Possible involvement of beta-endorphin in docosahexaenoic acid-induced antinociception.

摘要

We have previously demonstrated that the n-3 polyunsaturated fatty acid docosahexaenoic acid (DHA) has an antinociceptive effect on various pain stimuli in a naloxone-reversible manner. In the present study, the role of the endogenous opioid peptide beta-endorphin in DHA-induced antinociception was examined. DHA-induced antinociception was abolished when mice were pretreated with the mu-opioid receptor antagonist beta-funaltrexamine (beta-FNA) and the delta-opioid receptor antagonist naltrindole, but not by the kappa-opioid receptor antagonist nor-binaltorphimine (nor-BNI) in the acetic acid-induced writhing test. In the radioligand binding assay, DHA itself did not have affinity for mu- , delta- or kappa-opioid receptors.
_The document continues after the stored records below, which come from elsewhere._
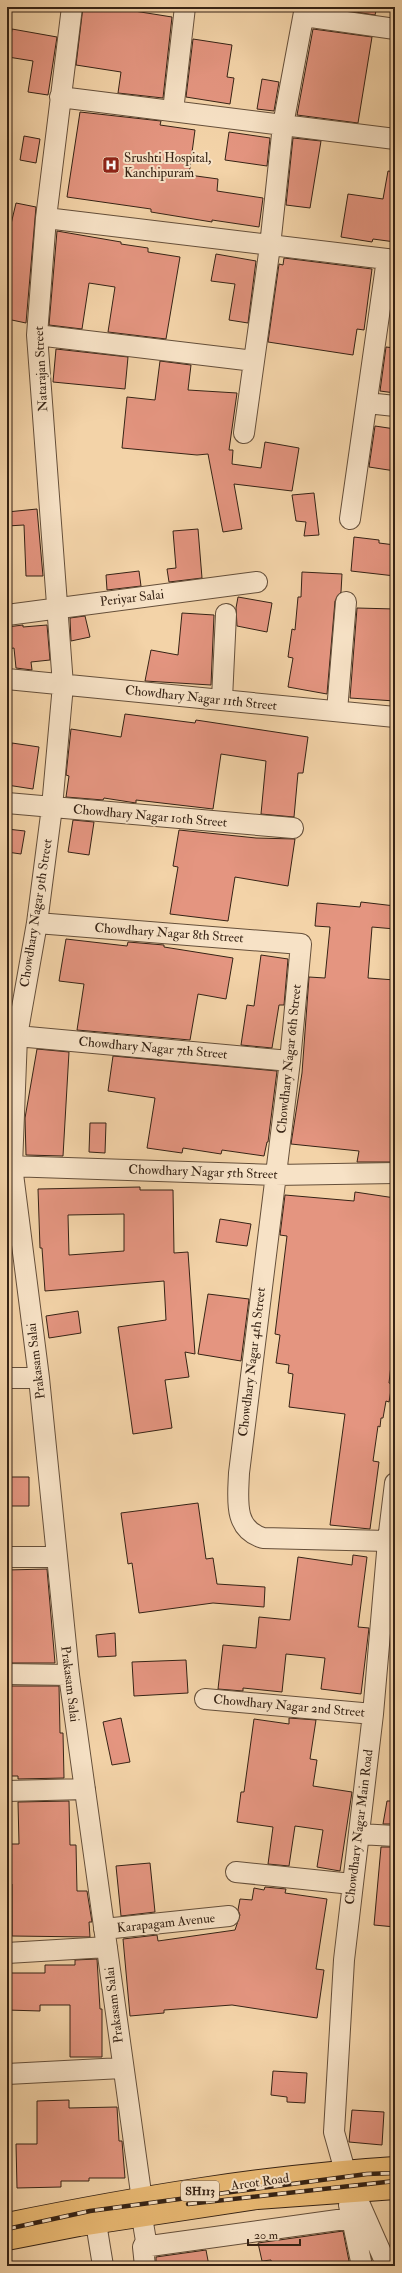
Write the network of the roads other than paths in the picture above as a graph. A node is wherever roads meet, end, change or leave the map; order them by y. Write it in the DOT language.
graph roads {
  1 [pos="72,7"];
  2 [pos="185,7"];
  3 [pos="304,11"];
  4 [pos="395,29"];
  5 [pos="60,97"];
  6 [pos="173,111"];
  7 [pos="283,125"];
  8 [pos="395,139"];
  9 [pos="46,218"];
  10 [pos="270,246"];
  11 [pos="391,260"];
  12 [pos="37,335"];
  13 [pos="254,361"];
  14 [pos="367,403"];
  15 [pos="395,406"];
  16 [pos="244,433"];
  17 [pos="350,519"];
  18 [pos="257,582"];
  19 [pos="346,602"];
  20 [pos="59,607"];
  21 [pos="226,614"];
  22 [pos="7,615"];
  23 [pos="7,680"];
  24 [pos="63,684"];
  25 [pos="222,699"];
  26 [pos="337,711"];
  27 [pos="395,717"];
  28 [pos="7,803"];
  29 [pos="52,807"];
  30 [pos="293,828"];
  31 [pos="37,923"];
  32 [pos="301,944"];
  33 [pos="17,1036"];
  34 [pos="290,1061"];
  35 [pos="9,1166"];
  36 [pos="395,1173"];
  37 [pos="275,1175"];
  38 [pos="7,1378"];
  39 [pos="39,1378"];
  40 [pos="395,1483"];
  41 [pos="394,1508"];
  42 [pos="388,1541"];
  43 [pos="7,1557"];
  44 [pos="56,1558"];
  45 [pos="7,1674"];
  46 [pos="69,1675"];
  47 [pos="205,1698"];
  48 [pos="373,1714"];
  49 [pos="85,1789"];
  50 [pos="7,1791"];
  51 [pos="359,1834"];
  52 [pos="395,1836"];
  53 [pos="236,1872"];
  54 [pos="352,1884"];
  55 [pos="229,1916"];
  56 [pos="105,1938"];
  57 [pos="7,1954"];
  58 [pos="122,2068"];
  59 [pos="7,2074"];
  60 [pos="395,2168"];
  61 [pos="345,2171"];
  62 [pos="395,2188"];
  63 [pos="350,2192"];
  64 [pos="142,2208"];
  65 [pos="352,2218"];
  66 [pos="96,2223"];
  67 [pos="7,2224"];
  68 [pos="7,2239"];
  69 [pos="144,2257"];
  70 [pos="103,2266"];
  71 [pos="362,2266"];
  72 [pos="387,2266"];
  1 -- 5 [label="street, Natarajan Street"];
  2 -- 6 [label="street"];
  3 -- 4 [label="street"];
  3 -- 7 [label="street"];
  5 -- 6 [label="street"];
  5 -- 9 [label="street, Natarajan Street"];
  6 -- 7 [label="street"];
  7 -- 8 [label="street"];
  7 -- 10 [label="street"];
  9 -- 10 [label="street"];
  9 -- 12 [label="street, Natarajan Street"];
  10 -- 11 [label="street"];
  10 -- 13 [label="street"];
  11 -- 14 [label="street"];
  12 -- 13 [label="street"];
  12 -- 20 [label="street, Natarajan Street"];
  13 -- 16 [label="street"];
  14 -- 15 [label="street"];
  14 -- 17 [label="street"];
  18 -- 20 [label="street, Periyar Salai"];
  19 -- 26 [label="street"];
  20 -- 22 [label="street, Periyar Salai"];
  20 -- 24 [label="street, Natarajan Street"];
  21 -- 25 [label="street"];
  23 -- 24 [label="street, Chowdhary Nagar 11th Street"];
  24 -- 25 [label="street, Chowdhary Nagar 11th Street"];
  24 -- 29 [label="street, Chowdhary Nagar 9th Street"];
  25 -- 26 [label="street, Chowdhary Nagar 11th Street"];
  26 -- 27 [label="street, Chowdhary Nagar 11th Street"];
  28 -- 29 [label="street, Chowdhary Nagar 10th Street"];
  29 -- 30 [label="street, Chowdhary Nagar 10th Street"];
  29 -- 31 [label="street, Chowdhary Nagar 9th Street"];
  31 -- 32 [label="street, Chowdhary Nagar 8th Street"];
  31 -- 33 [label="street, Chowdhary Nagar 9th Street"];
  32 -- 34 [label="street, Chowdhary Nagar 6th Street"];
  33 -- 34 [label="street, Chowdhary Nagar 7th Street"];
  33 -- 35 [label="street, Chowdhary Nagar 9th Street"];
  34 -- 37 [label="street, Chowdhary Nagar 6th Street"];
  35 -- 37 [label="street, Chowdhary Nagar 5th Street"];
  35 -- 39 [label="street, Prakasam Salai"];
  36 -- 37 [label="street, Chowdhary Nagar 5th Street"];
  37 -- 42 [label="street, Chowdhary Nagar 4th Street"];
  38 -- 39 [label="street"];
  39 -- 44 [label="street, Prakasam Salai"];
  40 -- 41 [label="street, Chowdhary Nagar Main Road"];
  41 -- 42 [label="street, Chowdhary Nagar Main Road"];
  42 -- 48 [label="street, Chowdhary Nagar Main Road"];
  43 -- 44 [label="street"];
  44 -- 46 [label="street, Prakasam Salai"];
  45 -- 46 [label="street"];
  46 -- 49 [label="street, Prakasam Salai"];
  47 -- 48 [label="street, Chowdhary Nagar 2nd Street"];
  48 -- 51 [label="street, Chowdhary Nagar Main Road"];
  49 -- 50 [label="street"];
  49 -- 56 [label="street, Prakasam Salai"];
  51 -- 52 [label="street"];
  51 -- 54 [label="street, Chowdhary Nagar Main Road"];
  53 -- 54 [label="street"];
  54 -- 61 [label="street, Chowdhary Nagar Main Road"];
  55 -- 56 [label="street, Karapagam Avenue"];
  56 -- 57 [label="street, Karapagam Avenue"];
  56 -- 58 [label="street, Prakasam Salai"];
  58 -- 59 [label="street"];
  58 -- 64 [label="street, Prakasam Salai"];
  60 -- 61 [label="main road, Arcot Road / SH113"];
  61 -- 63 [label="street, Chowdhary Nagar Main Road"];
  61 -- 64 [label="main road, Arcot Road / SH113"];
  62 -- 63 [label="main road, Arcot Road / SH113"];
  63 -- 64 [label="main road, Arcot Road / SH113"];
  63 -- 65 [label="street"];
  63 -- 72 [label="street"];
  64 -- 66 [label="main road, Arcot Road / SH113"];
  64 -- 67 [label="main road, Arcot Road / SH113"];
  64 -- 69 [label="street, Prakasam Salai"];
  65 -- 69 [label="street"];
  65 -- 71 [label="street"];
  66 -- 68 [label="main road, Arcot Road / SH113"];
  66 -- 70 [label="street"];
}
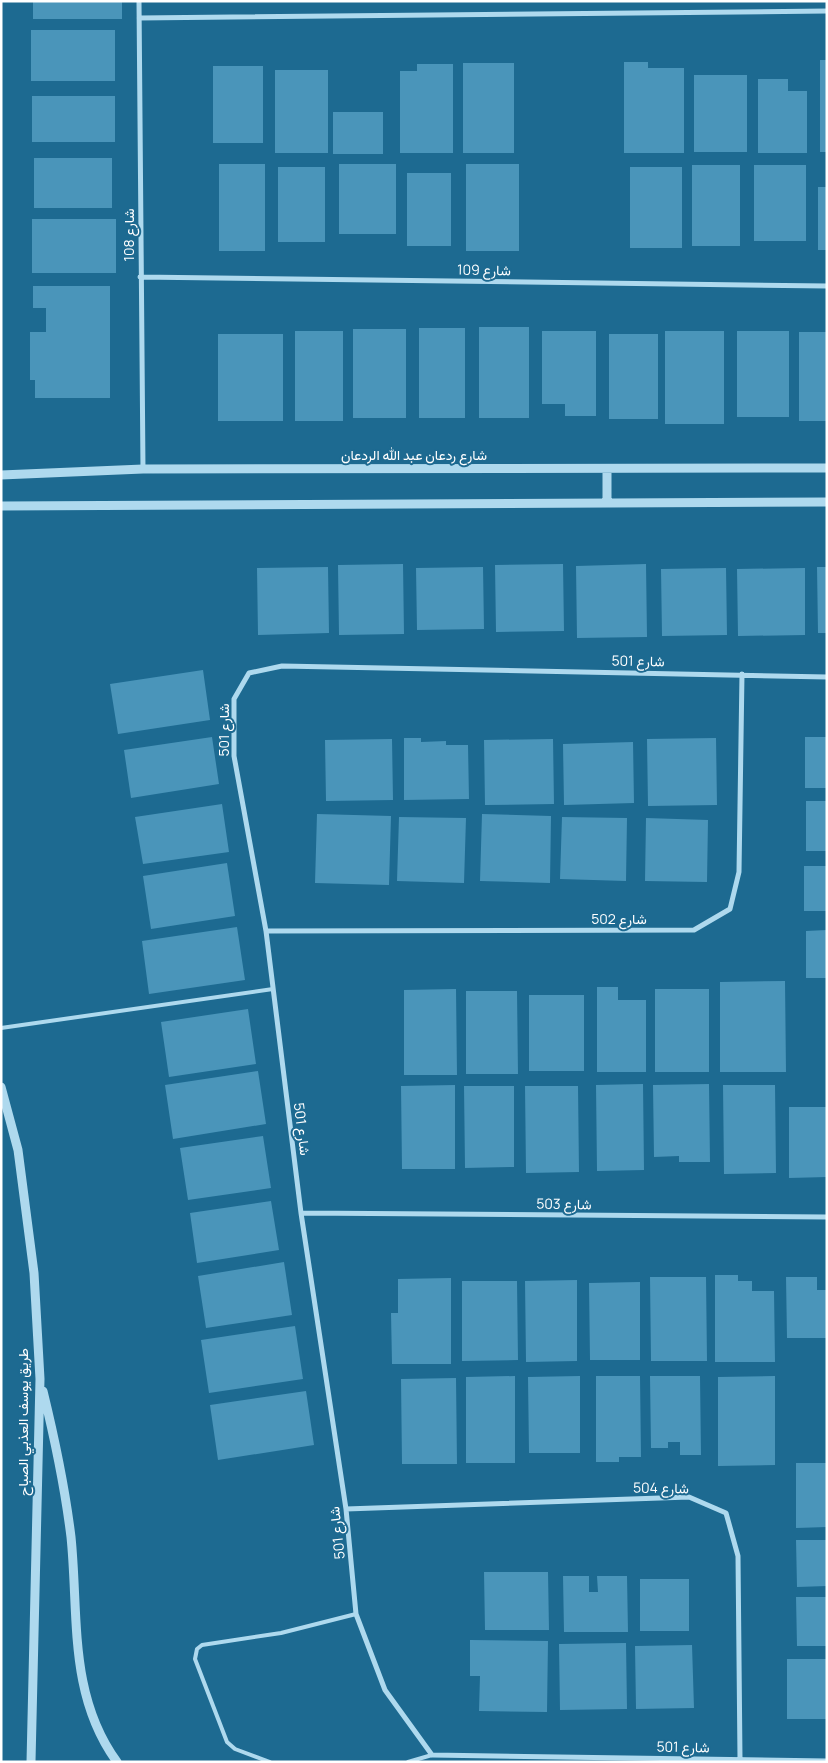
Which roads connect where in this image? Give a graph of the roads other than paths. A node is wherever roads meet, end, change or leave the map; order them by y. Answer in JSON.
{"nodes":[{"id":1,"x":139,"y":1,"type":"edge"},
{"id":2,"x":827,"y":11,"type":"edge"},
{"id":3,"x":139,"y":18,"type":"junction"},
{"id":4,"x":140,"y":277,"type":"junction"},
{"id":5,"x":827,"y":286,"type":"edge"},
{"id":6,"x":827,"y":468,"type":"edge"},
{"id":7,"x":143,"y":469,"type":"junction"},
{"id":8,"x":607,"y":469,"type":"junction"},
{"id":9,"x":1,"y":475,"type":"edge"},
{"id":10,"x":827,"y":502,"type":"edge"},
{"id":11,"x":607,"y":503,"type":"junction"},
{"id":12,"x":1,"y":506,"type":"edge"},
{"id":13,"x":742,"y":674,"type":"junction"},
{"id":14,"x":827,"y":677,"type":"edge"},
{"id":15,"x":266,"y":932,"type":"junction"},
{"id":16,"x":273,"y":989,"type":"junction"},
{"id":17,"x":1,"y":1028,"type":"edge"},
{"id":18,"x":1,"y":1087,"type":"edge"},
{"id":19,"x":301,"y":1213,"type":"junction"},
{"id":20,"x":827,"y":1217,"type":"edge"},
{"id":21,"x":40,"y":1379,"type":"junction"},
{"id":22,"x":346,"y":1509,"type":"junction"},
{"id":23,"x":356,"y":1614,"type":"junction"},
{"id":24,"x":432,"y":1755,"type":"junction"},
{"id":25,"x":740,"y":1759,"type":"junction"},
{"id":26,"x":827,"y":1761,"type":"edge"},
{"id":27,"x":30,"y":1762,"type":"edge"},
{"id":28,"x":117,"y":1762,"type":"edge"},
{"id":29,"x":270,"y":1762,"type":"edge"},
{"id":30,"x":408,"y":1762,"type":"edge"}],
"edges":[{"from":1,"to":3,"type":"street","name":"شارع 108"},
{"from":2,"to":3,"type":"street"},
{"from":3,"to":4,"type":"street","name":"شارع 108"},
{"from":4,"to":5,"type":"street","name":"شارع 109"},
{"from":4,"to":7,"type":"street","name":"شارع 108"},
{"from":6,"to":8,"type":"street","name":"شارع ردعان عبد الله الردعان"},
{"from":7,"to":8,"type":"street","name":"شارع ردعان عبد الله الردعان"},
{"from":7,"to":9,"type":"street","name":"شارع ردعان عبد الله الردعان"},
{"from":8,"to":11,"type":"street"},
{"from":10,"to":11,"type":"street"},
{"from":11,"to":12,"type":"street"},
{"from":13,"to":14,"type":"street","name":"شارع 501"},
{"from":13,"to":15,"type":"street","name":"شارع 502"},
{"from":13,"to":15,"type":"street","name":"شارع 501"},
{"from":15,"to":16,"type":"street","name":"شارع 501"},
{"from":16,"to":17,"type":"lane"},
{"from":16,"to":19,"type":"street","name":"شارع 501"},
{"from":18,"to":21,"type":"street","name":"طريق يوسف العذبي الصباح"},
{"from":19,"to":20,"type":"street","name":"شارع 503"},
{"from":19,"to":22,"type":"street","name":"شارع 501"},
{"from":21,"to":27,"type":"street","name":"طريق يوسف العذبي الصباح"},
{"from":21,"to":28,"type":"street"},
{"from":22,"to":23,"type":"street","name":"شارع 501"},
{"from":22,"to":25,"type":"street","name":"شارع 504"},
{"from":23,"to":24,"type":"street","name":"شارع 501"},
{"from":23,"to":29,"type":"lane"},
{"from":24,"to":25,"type":"street","name":"شارع 501"},
{"from":24,"to":30,"type":"lane"},
{"from":25,"to":26,"type":"street","name":"شارع 501"}]}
On the other hand, the pretreatment of anti-beta-endorphin antiserum inhibited DHA-induced antinociception. Furthermore, the intracerebroventricular injection of DHA dose-dependently reduced writhing behavior, and this effect was inhibited by d-Phe-Cys-Tyr-Orn-Thr-Pen-Thr-NH(2) (CTOP) and naltrindole, but not nor-BNI. beta-endorphin-induced antinociception was inhibited by the pretreatment of beta-FNA, but not naltrindole or nor-BNI, and its levels in plasma were increased by DHA treatment. These findings suggest that the induction of antinociception by DHA may partially involve the mu-opioid receptor via the release of beta-endorphin.